## WORK ORDER:
For this exercise, write out each entry below exactly as it reads.

(Stored items)
BEGIN
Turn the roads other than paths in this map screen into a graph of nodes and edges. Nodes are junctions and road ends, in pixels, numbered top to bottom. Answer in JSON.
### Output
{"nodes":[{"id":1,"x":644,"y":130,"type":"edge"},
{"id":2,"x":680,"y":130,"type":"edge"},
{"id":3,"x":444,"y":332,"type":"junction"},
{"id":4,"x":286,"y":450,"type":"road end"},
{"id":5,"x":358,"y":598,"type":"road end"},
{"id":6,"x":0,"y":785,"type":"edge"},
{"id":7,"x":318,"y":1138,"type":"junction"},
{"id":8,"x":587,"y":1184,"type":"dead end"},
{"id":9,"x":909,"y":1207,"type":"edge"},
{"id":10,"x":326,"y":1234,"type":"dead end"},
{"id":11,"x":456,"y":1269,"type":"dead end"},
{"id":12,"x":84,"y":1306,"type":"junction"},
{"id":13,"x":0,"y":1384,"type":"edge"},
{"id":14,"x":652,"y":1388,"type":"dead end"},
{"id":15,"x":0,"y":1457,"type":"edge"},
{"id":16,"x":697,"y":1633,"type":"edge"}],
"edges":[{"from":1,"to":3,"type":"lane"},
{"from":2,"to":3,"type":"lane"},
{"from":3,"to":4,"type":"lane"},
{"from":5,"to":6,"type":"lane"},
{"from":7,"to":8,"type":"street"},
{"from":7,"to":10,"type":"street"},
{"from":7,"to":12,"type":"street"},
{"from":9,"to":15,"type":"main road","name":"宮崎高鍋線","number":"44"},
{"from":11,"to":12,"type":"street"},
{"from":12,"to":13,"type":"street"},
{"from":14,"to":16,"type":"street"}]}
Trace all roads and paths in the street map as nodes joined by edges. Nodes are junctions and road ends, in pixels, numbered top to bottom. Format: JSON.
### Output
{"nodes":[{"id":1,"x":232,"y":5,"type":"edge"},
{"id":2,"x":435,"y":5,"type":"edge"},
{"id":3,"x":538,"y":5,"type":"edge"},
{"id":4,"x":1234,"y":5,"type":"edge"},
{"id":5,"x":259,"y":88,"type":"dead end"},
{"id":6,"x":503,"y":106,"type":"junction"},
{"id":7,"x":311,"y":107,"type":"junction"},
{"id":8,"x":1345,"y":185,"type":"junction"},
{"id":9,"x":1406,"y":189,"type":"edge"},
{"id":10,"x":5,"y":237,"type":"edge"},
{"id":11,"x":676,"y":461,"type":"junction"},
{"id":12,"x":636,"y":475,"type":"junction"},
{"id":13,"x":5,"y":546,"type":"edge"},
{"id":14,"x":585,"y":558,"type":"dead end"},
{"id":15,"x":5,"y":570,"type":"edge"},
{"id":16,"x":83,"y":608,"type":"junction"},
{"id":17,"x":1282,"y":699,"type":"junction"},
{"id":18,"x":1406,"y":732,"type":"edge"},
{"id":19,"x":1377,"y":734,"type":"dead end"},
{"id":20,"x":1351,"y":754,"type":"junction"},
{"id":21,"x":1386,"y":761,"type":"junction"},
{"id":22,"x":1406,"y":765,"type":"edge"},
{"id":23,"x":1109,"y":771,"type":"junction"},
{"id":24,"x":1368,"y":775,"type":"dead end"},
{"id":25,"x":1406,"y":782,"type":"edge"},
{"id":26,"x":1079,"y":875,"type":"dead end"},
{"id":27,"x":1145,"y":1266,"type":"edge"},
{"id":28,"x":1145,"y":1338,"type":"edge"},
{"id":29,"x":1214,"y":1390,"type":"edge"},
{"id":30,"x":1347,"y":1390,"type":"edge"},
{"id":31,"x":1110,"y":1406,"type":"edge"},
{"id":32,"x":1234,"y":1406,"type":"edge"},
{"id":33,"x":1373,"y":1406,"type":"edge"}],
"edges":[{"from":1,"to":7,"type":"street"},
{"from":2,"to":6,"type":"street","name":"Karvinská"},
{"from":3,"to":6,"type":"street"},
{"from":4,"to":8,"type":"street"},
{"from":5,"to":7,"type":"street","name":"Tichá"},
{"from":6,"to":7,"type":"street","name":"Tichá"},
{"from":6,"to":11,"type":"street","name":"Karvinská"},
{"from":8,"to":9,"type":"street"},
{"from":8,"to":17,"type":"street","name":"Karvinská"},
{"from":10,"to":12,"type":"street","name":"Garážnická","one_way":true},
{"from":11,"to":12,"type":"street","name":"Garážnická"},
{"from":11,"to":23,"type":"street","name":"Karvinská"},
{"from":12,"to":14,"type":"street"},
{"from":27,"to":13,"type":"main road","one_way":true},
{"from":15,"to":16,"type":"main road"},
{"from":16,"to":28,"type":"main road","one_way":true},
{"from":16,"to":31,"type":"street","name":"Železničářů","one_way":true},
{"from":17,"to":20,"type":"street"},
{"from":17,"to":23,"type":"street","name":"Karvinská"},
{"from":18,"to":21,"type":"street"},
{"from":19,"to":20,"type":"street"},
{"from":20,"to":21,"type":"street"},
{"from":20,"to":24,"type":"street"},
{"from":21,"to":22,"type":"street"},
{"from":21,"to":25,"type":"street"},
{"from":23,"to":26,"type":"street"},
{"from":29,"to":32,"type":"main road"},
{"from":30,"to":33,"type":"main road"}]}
END
## RESPONSE AREA:
Turn the roads other than paths in this map screen into a graph of nodes and edges. Nodes are junctions and road ends, in pixels, numbered top to bottom. Answer in JSON.
### Output
{"nodes":[{"id":1,"x":644,"y":130,"type":"edge"},
{"id":2,"x":680,"y":130,"type":"edge"},
{"id":3,"x":444,"y":332,"type":"junction"},
{"id":4,"x":286,"y":450,"type":"road end"},
{"id":5,"x":358,"y":598,"type":"road end"},
{"id":6,"x":0,"y":785,"type":"edge"},
{"id":7,"x":318,"y":1138,"type":"junction"},
{"id":8,"x":587,"y":1184,"type":"dead end"},
{"id":9,"x":909,"y":1207,"type":"edge"},
{"id":10,"x":326,"y":1234,"type":"dead end"},
{"id":11,"x":456,"y":1269,"type":"dead end"},
{"id":12,"x":84,"y":1306,"type":"junction"},
{"id":13,"x":0,"y":1384,"type":"edge"},
{"id":14,"x":652,"y":1388,"type":"dead end"},
{"id":15,"x":0,"y":1457,"type":"edge"},
{"id":16,"x":697,"y":1633,"type":"edge"}],
"edges":[{"from":1,"to":3,"type":"lane"},
{"from":2,"to":3,"type":"lane"},
{"from":3,"to":4,"type":"lane"},
{"from":5,"to":6,"type":"lane"},
{"from":7,"to":8,"type":"street"},
{"from":7,"to":10,"type":"street"},
{"from":7,"to":12,"type":"street"},
{"from":9,"to":15,"type":"main road","name":"宮崎高鍋線","number":"44"},
{"from":11,"to":12,"type":"street"},
{"from":12,"to":13,"type":"street"},
{"from":14,"to":16,"type":"street"}]}
Trace all roads and paths in the street map as nodes joined by edges. Nodes are junctions and road ends, in pixels, numbered top to bottom. Format: JSON.
### Output
{"nodes":[{"id":1,"x":232,"y":5,"type":"edge"},
{"id":2,"x":435,"y":5,"type":"edge"},
{"id":3,"x":538,"y":5,"type":"edge"},
{"id":4,"x":1234,"y":5,"type":"edge"},
{"id":5,"x":259,"y":88,"type":"dead end"},
{"id":6,"x":503,"y":106,"type":"junction"},
{"id":7,"x":311,"y":107,"type":"junction"},
{"id":8,"x":1345,"y":185,"type":"junction"},
{"id":9,"x":1406,"y":189,"type":"edge"},
{"id":10,"x":5,"y":237,"type":"edge"},
{"id":11,"x":676,"y":461,"type":"junction"},
{"id":12,"x":636,"y":475,"type":"junction"},
{"id":13,"x":5,"y":546,"type":"edge"},
{"id":14,"x":585,"y":558,"type":"dead end"},
{"id":15,"x":5,"y":570,"type":"edge"},
{"id":16,"x":83,"y":608,"type":"junction"},
{"id":17,"x":1282,"y":699,"type":"junction"},
{"id":18,"x":1406,"y":732,"type":"edge"},
{"id":19,"x":1377,"y":734,"type":"dead end"},
{"id":20,"x":1351,"y":754,"type":"junction"},
{"id":21,"x":1386,"y":761,"type":"junction"},
{"id":22,"x":1406,"y":765,"type":"edge"},
{"id":23,"x":1109,"y":771,"type":"junction"},
{"id":24,"x":1368,"y":775,"type":"dead end"},
{"id":25,"x":1406,"y":782,"type":"edge"},
{"id":26,"x":1079,"y":875,"type":"dead end"},
{"id":27,"x":1145,"y":1266,"type":"edge"},
{"id":28,"x":1145,"y":1338,"type":"edge"},
{"id":29,"x":1214,"y":1390,"type":"edge"},
{"id":30,"x":1347,"y":1390,"type":"edge"},
{"id":31,"x":1110,"y":1406,"type":"edge"},
{"id":32,"x":1234,"y":1406,"type":"edge"},
{"id":33,"x":1373,"y":1406,"type":"edge"}],
"edges":[{"from":1,"to":7,"type":"street"},
{"from":2,"to":6,"type":"street","name":"Karvinská"},
{"from":3,"to":6,"type":"street"},
{"from":4,"to":8,"type":"street"},
{"from":5,"to":7,"type":"street","name":"Tichá"},
{"from":6,"to":7,"type":"street","name":"Tichá"},
{"from":6,"to":11,"type":"street","name":"Karvinská"},
{"from":8,"to":9,"type":"street"},
{"from":8,"to":17,"type":"street","name":"Karvinská"},
{"from":10,"to":12,"type":"street","name":"Garážnická","one_way":true},
{"from":11,"to":12,"type":"street","name":"Garážnická"},
{"from":11,"to":23,"type":"street","name":"Karvinská"},
{"from":12,"to":14,"type":"street"},
{"from":27,"to":13,"type":"main road","one_way":true},
{"from":15,"to":16,"type":"main road"},
{"from":16,"to":28,"type":"main road","one_way":true},
{"from":16,"to":31,"type":"street","name":"Železničářů","one_way":true},
{"from":17,"to":20,"type":"street"},
{"from":17,"to":23,"type":"street","name":"Karvinská"},
{"from":18,"to":21,"type":"street"},
{"from":19,"to":20,"type":"street"},
{"from":20,"to":21,"type":"street"},
{"from":20,"to":24,"type":"street"},
{"from":21,"to":22,"type":"street"},
{"from":21,"to":25,"type":"street"},
{"from":23,"to":26,"type":"street"},
{"from":29,"to":32,"type":"main road"},
{"from":30,"to":33,"type":"main road"}]}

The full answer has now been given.